Они жили на его зарплату; мать считала своим естественным правом претворять в жизнь собственные творческие амбиции, тогда как отец работал за двоих и содержал семью. Впрочем, время от времени какой-нибудь маленькой галерее удавалось продать один из материнских коллажей. И это лишь подстегивало ее честолюбие. Она уверяла всех, что просто опередила свое время. Что в скором будущем она непременно прославится. Что бы ни оказало столь сильного влияния на формирование ее характера, но яростной решимости ей, безусловно, было не занимать; например, она со всей страстностью стремилась родить ребенка, и это жгучее желание не угасало в ней много лет, хотя даже куда более скромные ожидания отца почти сошли на нет.
Наконец появилась Эмили. «Ах, какие мы строили планы! — это точно слова отца, хотя и весьма сомнительно, что ему позволялось строить планы насчет маленькой Эмили. — Какие надежды возлагали на тебя, детка!» На семь с половиной месяцев мать Эмили стала почти ручной, домашней; она вязала пинетки в пастельных тонах и слушала старинную веселую музыку, чтобы легче прошли роды. Рожать она хотела самостоятельно, но в последний момент потребовала маску с газом, так что именно отец первым пересчитывал крохотные пальчики на ручках и ножках новорожденной дочки, затаив дыхание от поразительного, какого-то щекотного ощущения в кончиках пальцев, которыми касался этой совершенно безволосой обезьянки с прищуренными глазками и крошечными стиснутыми кулачками.
— Дорогая, она безукоризненна.
— О боже мой…
Но родилась она почти на два месяца раньше срока. Ей дали слишком много кислорода, что вызвало отслоение сетчатки. Хотя сразу никто ничего не заподозрил — тогда считалось вполне достаточным, если с руками-ногами у ребеночка все в порядке. А когда несколько позже слепота Эмили стала почти очевидной, Кэтрин продолжала упорно это отрицать.
«Эмили — ребенок особенный, — утверждала она. — Просто для проявления ее талантов требуется время». Подруга матери, Фезер Данн, астролог-любитель, давно уже предсказала девочке блестящее будущее и заявила, будто у Эмили существует мистическая связь с Сатурном и Луной, подтверждающая ее исключительность. Когда же педиатр окончательно потерял терпение, мать Эмили просто сменила врача, и тот порекомендовал травы, массаж и цветотерапию. Три месяца Кэтрин прожила, окутанная ароматом душистых снадобий и свеч, она напрочь утратила интерес к своим холстам и ни разу даже волосы толком не расчесала.
Патрик Уайт тревожился, подозревая у жены послеродовую депрессию. Но Кэтрин все отрицала, продолжая кидаться из одной крайности в другую; то она, как волчица, защищала ребенка, даже отцу не позволяя подходить близко к девочке, то сидела совершенно безучастная, не отвечая на вопросы и не обращая внимания на живой сверток, лежавший рядом и неумолчно скуливший.
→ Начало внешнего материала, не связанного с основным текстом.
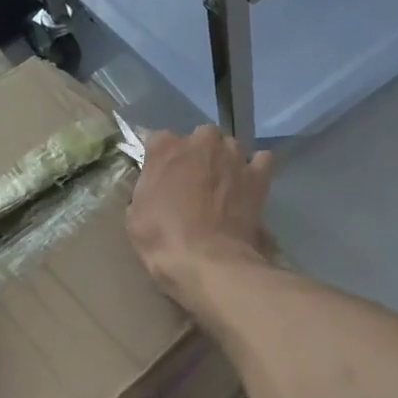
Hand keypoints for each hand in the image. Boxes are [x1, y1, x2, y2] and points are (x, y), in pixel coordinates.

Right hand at [127, 126, 274, 311]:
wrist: (208, 261)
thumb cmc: (163, 238)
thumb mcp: (135, 213)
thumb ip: (147, 185)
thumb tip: (156, 182)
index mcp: (166, 149)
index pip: (159, 139)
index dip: (161, 158)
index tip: (161, 174)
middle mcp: (201, 143)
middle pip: (200, 136)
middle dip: (198, 152)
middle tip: (194, 179)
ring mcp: (233, 156)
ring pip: (230, 145)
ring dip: (226, 159)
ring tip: (224, 183)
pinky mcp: (258, 175)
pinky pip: (262, 160)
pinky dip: (256, 168)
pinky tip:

Порой бывало и хуже, так что отцу приходилось обращаться за помощью к соседям. Например, Кэтрин вдруг заявляла, что в больнице совершили чудовищную ошибку, перепутав детей, и ее чудесного, идеального ребенка отдали кому-то, подменив этим ущербным.
«Ты только посмотри на нее, Патрик, — обращалась она к мужу. — Она ведь и на ребенка-то не похожа. Она просто ужасна. Ужасна!»
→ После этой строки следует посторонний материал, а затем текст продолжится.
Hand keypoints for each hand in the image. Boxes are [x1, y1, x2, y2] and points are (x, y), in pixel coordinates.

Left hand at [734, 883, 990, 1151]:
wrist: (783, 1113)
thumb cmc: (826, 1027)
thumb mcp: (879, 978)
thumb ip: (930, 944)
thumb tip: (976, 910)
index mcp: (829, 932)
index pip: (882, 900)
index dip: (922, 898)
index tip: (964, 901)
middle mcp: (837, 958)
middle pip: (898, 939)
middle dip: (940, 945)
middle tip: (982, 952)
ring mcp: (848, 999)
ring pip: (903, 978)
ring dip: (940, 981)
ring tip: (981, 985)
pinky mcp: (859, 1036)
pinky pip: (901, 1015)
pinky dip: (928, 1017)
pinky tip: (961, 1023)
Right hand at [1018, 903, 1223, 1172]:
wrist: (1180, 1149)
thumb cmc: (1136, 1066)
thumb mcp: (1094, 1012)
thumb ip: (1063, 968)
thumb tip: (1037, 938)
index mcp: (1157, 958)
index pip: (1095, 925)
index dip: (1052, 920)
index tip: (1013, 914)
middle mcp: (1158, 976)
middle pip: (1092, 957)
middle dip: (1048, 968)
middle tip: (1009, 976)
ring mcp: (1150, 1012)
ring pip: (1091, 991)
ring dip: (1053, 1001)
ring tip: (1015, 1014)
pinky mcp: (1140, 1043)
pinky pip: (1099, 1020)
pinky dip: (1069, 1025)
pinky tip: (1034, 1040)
Мать рассказала Эмили об этом, когда той исполнилось пять лет. «Между нами не может быть никаких секретов, потому что мы с тобой неразрывное целое. И потом, любовь — это ведь безумие, верно, дорогая? Некая одержимость, верно?»
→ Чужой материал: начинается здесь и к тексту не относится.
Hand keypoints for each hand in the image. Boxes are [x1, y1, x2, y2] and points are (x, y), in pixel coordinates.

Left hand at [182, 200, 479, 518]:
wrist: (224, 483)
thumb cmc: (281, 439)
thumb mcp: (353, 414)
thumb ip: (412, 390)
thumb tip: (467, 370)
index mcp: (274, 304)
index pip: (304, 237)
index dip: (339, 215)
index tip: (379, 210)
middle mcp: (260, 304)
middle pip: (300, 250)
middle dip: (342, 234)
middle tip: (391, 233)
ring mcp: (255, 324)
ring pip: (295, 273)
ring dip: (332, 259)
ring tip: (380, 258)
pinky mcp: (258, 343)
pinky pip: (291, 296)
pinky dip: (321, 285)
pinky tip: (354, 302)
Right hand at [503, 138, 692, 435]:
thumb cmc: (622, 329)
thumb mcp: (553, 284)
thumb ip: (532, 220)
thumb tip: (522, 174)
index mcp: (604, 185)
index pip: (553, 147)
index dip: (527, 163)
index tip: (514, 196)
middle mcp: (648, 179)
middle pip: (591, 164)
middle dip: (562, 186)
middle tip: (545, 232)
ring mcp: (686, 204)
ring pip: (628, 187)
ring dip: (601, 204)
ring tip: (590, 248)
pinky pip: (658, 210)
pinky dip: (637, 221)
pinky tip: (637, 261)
Да, это был ее голос, голос Кэтрин Уайт. «Она все чувствует сильнее, чем мы», — это уже говорил отец, словно извиняясь, что сам чувствует далеко не так сильно. Но именно благодаря отцу жизнь в их семье продолжалась даже во время нервных срывов Кэтрин; отец оплачивал бесконечные медицинские счета, готовил еду, наводил в доме порядок, переодевал и кормил Эмили, каждый день нежно провожал Кэтрин в заброшенную мастерскую, показывал ей кисти и краски, а заодно и обращал ее взгляд на ребенка, ползавшего среди свернутых в трубку бумаг и хрустящих стружек.
Однажды Кэтрин взяла кисточку для рисования, некоторое время ее рассматривала, потом снова положила на место; и все же это был первый проблеск интереса к прежнему увлечению, проявившийся за несколько месяцев. Патрик воспринял это как признак улучшения. Так и оказалось; когда Эмили исполнилось два, творческий энтузиазм матери полностью возродился, и хотя теперь ее страстные помыслы были направлены исключительно на ребенка, они была не менее горячи, чем прежде.